Romantic excess is Scott Spencer’s stock in trade. In his best-known novel, “Endless Love,” a teenage boy forbidden to continue seeing his lover sets fire to her house, hoping to earn her parents’ gratitude by “rescuing” her. The fire, like his passion, burns out of control and results in tragedy.

In “A Ship Made of Paper,” Spencer returns to this theme. This time, however, his lovers are adults. Daniel Emerson is a lawyer who has left a New York City practice for a slower-paced life upstate in his hometown, Leyden, on the Hudson River. He lives with Kate Ellis, a blocked novelist who has turned to journalism, and Kate’s preschool-age daughter, Ruby. Iris Davenport is a graduate student in perennial search of a doctoral thesis topic; her husband, Hampton Welles, is an investment banker. Their son, Nelson, is Ruby’s best friend.

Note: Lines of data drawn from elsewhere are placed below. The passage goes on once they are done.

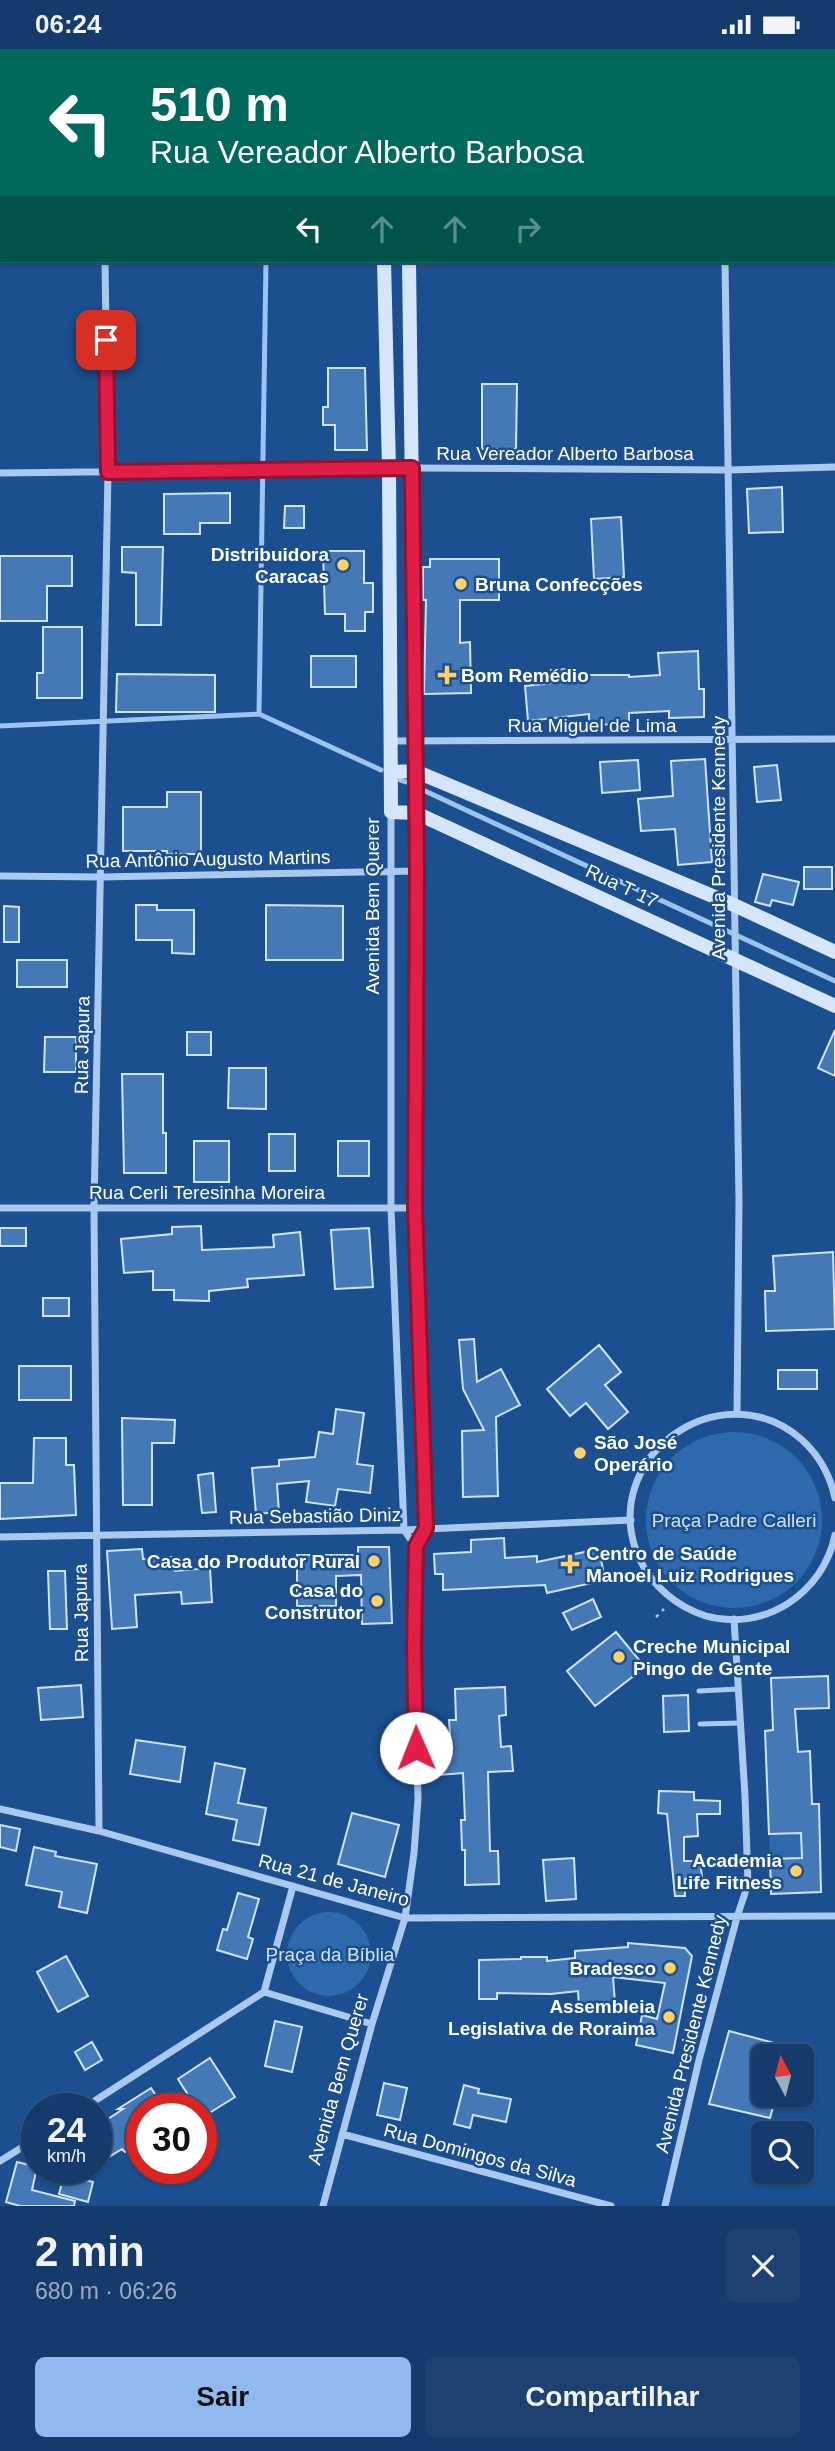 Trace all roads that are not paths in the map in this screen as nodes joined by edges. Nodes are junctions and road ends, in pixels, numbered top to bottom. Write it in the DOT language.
graph roads {
  1 [pos="105,263"];
  2 [pos="384,263"];
  3 [pos="409,263"];
  4 [pos="725,263"];
  5 [pos="835,467"];
  6 [pos="389,468"];
  7 [pos="412,468"];
  8 [pos="729,470"];
  9 [pos="108,472"];
  10 [pos="0,473"];
  11 [pos="835,739"];
  12 [pos="391,741"];
  13 [pos="414,741"];
  14 [pos="734,741"];
  15 [pos="415,771"];
  16 [pos="391,772"];
  17 [pos="391,812"];
  18 [pos="416,813"];
  19 [pos="392,871"];
  20 [pos="417,871"];
  21 [pos="0,876"];
  22 [pos="101,877"];
  23 [pos="734,905"];
  24 [pos="835,953"];
  25 [pos="734,959"];
  26 [pos="835,1006"];
  27 [pos="0,1208"];
  28 [pos="94,1208"];
  29 [pos="391,1208"];
  30 [pos="415,1208"];
  31 [pos="737,1415"];
  32 [pos="835,1498"];
  33 [pos="631,1520"];
  34 [pos="426,1528"];
  35 [pos="404,1530"];
  36 [pos="835,1535"];
  37 [pos="0,1537"];
  38 [pos="95,1537"];
  39 [pos="416,1546"];
  40 [pos="734,1619"];
  41 [pos="738,1689"];
  42 [pos="699,1691"];
  43 [pos="740,1723"];
  44 [pos="700,1724"];
  45 [pos="0,1809"];
  46 [pos="99,1831"];
  47 [pos="293,1886"];
  48 [pos="835,1916"];
  49 [pos="737,1917"];
  50 [pos="405,1918"];
  51 [pos="264,1992"];
  52 [pos="372,2024"];
  53 [pos="107,2093"];
  54 [pos="342,2134"];
  55 [pos="21,2148"];
  56 [pos="0,2161"];
  57 [pos="323,2206"];
  58 [pos="611,2206"];
  59 [pos="665,2206"];
  1 -- 9 [label="street, Rua Japura"];
  2 -- 6 [label="street, Avenida Bem Querer"];
  3 -- 7 [label="street"];
  4 -- 8 [label="street, Avenida Presidente Kennedy"];
  5 -- 8 [label="street, Rua Vereador Alberto Barbosa"];
  6 -- 7 [label="street, Rua Vereador Alberto Barbosa"];
  6 -- 9 [label="street, Rua Vereador Alberto Barbosa"];
  6 -- 12 [label="street, Avenida Bem Querer"];
  7 -- 8 [label="street, Rua Vereador Alberto Barbosa"];
  7 -- 13 [label="street"];
  8 -- 14 [label="street, Avenida Presidente Kennedy"];
  9 -- 10 [label="street, Rua Vereador Alberto Barbosa"];
  9 -- 22 [label="street, Rua Japura"];
  11 -- 14 [label="street, Rua Miguel de Lima"];
  12 -- 13 [label="street, Rua Miguel de Lima"];
  12 -- 16 [label="street, Avenida Bem Querer"];
  13 -- 14 [label="street, Rua Miguel de Lima"];
  13 -- 15 [label="street"];
  14 -- 23 [label="street, Avenida Presidente Kennedy"];
  15 -- 16 [label="street, Rua T 17"];
  15 -- 18 [label="street"];
  15 -- 23 [label="street, Rua T 17"];
  16 -- 17 [label="street, Avenida Bem Querer"];
  17 -- 18 [label="street, Rua T 17"];
  17 -- 19 [label="street, Avenida Bem Querer"];
  18 -- 20 [label="street"];
  18 -- 25 [label="street, Rua T 17"];
  19 -- 20 [label="street, Rua Antônio Augusto Martins"];
  19 -- 22 [label="street, Rua Antônio Augusto Martins"];
  19 -- 29 [label="street, Avenida Bem Querer"];
  20 -- 30 [label="street"];
  21 -- 22 [label="street, Rua Antônio Augusto Martins"];
  22 -- 28 [label="street, Rua Japura"];
  23 -- 24 [label="street, Rua T 17"];
  23 -- 25 [label="street, Avenida Presidente Kennedy"];
  25 -- 26 [label="street, Rua T 17"];
  25 -- 31 [label="street, Avenida Presidente Kennedy"];
  27 -- 28 [label="street, Rua Cerli Teresinha Moreira"];
  28 -- 29 [label="street, Rua Cerli Teresinha Moreira"];
  28 -- 38 [label="street, Rua Japura"];
  29 -- 30 [label="street, Rua Cerli Teresinha Moreira"];
  29 -- 35 [label="street, Avenida Bem Querer"];
  30 -- 34 [label="street"];
  31 -- 32 [label="street"];
  31 -- 33 [label="street"];
  33 -- 34 [label="street, Rua Sebastião Diniz"];
  33 -- 40 [label="street"];
  34 -- 35 [label="street, Rua Sebastião Diniz"];
  34 -- 39 [label="street, Avenida Bem Querer"];
  35 -- 38 [label="street, Rua Sebastião Diniz"];
  35 -- 39 [label="street"];
  36 -- 40 [label="street"];
  37 -- 38 [label="street, Rua Sebastião Diniz"];
  38 -- 46 [label="street, Rua Japura"];
  39 -- 50 [label="street, Avenida Bem Querer"];
  40 -- 41 [label="street, Avenida Presidente Kennedy"];
  41 -- 42 [label="lane"];
  41 -- 43 [label="street, Avenida Presidente Kennedy"];
  43 -- 44 [label="lane"];
  43 -- 49 [label="street, Avenida Presidente Kennedy"];
  45 -- 46 [label="street, Rua 21 de Janeiro"];
  46 -- 47 [label="street, Rua 21 de Janeiro"];
  47 -- 50 [label="street, Rua 21 de Janeiro"];
  47 -- 51 [label="street"];
  48 -- 49 [label="street, Rua 21 de Janeiro"];
  49 -- 50 [label="street, Rua 21 de Janeiro"];
  49 -- 59 [label="street, Avenida Presidente Kennedy"];
  50 -- 52 [label="street, Avenida Bem Querer"];
  51 -- 52 [label="street"];
  51 -- 53 [label="street"];
  52 -- 54 [label="street, Avenida Bem Querer"];
  54 -- 57 [label="street, Avenida Bem Querer"];
  54 -- 58 [label="street, Rua Domingos da Silva"];
  55 -- 56 [label="street"];
}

Daniel is white. Iris is black. Their mutual attraction is as powerful and simple as if they too were teenagers, but the racial subtext of their affair is complicated. Daniel is a fan of African American culture in general, but he fled New York out of fear of particular black people. When he failed to get a drug dealer acquitted, other gangsters threatened his life and beat him up. Kate’s journalistic specialty is the O.J. Simpson murder trial. She is convinced of Simpson’s guilt, and Daniel’s reaction to this is one of her first clues that he might be in love with Iris. Iris experiences her share of racial slights in Leyden, but she mostly wants to cast off the burden of blackness and lead an apolitical life. This is a source of friction with Hampton, a scion of America’s black aristocracy who is hyper-aware of such slights and deeply resentful of the upper-class whites whose lifestyle he meticulously imitates.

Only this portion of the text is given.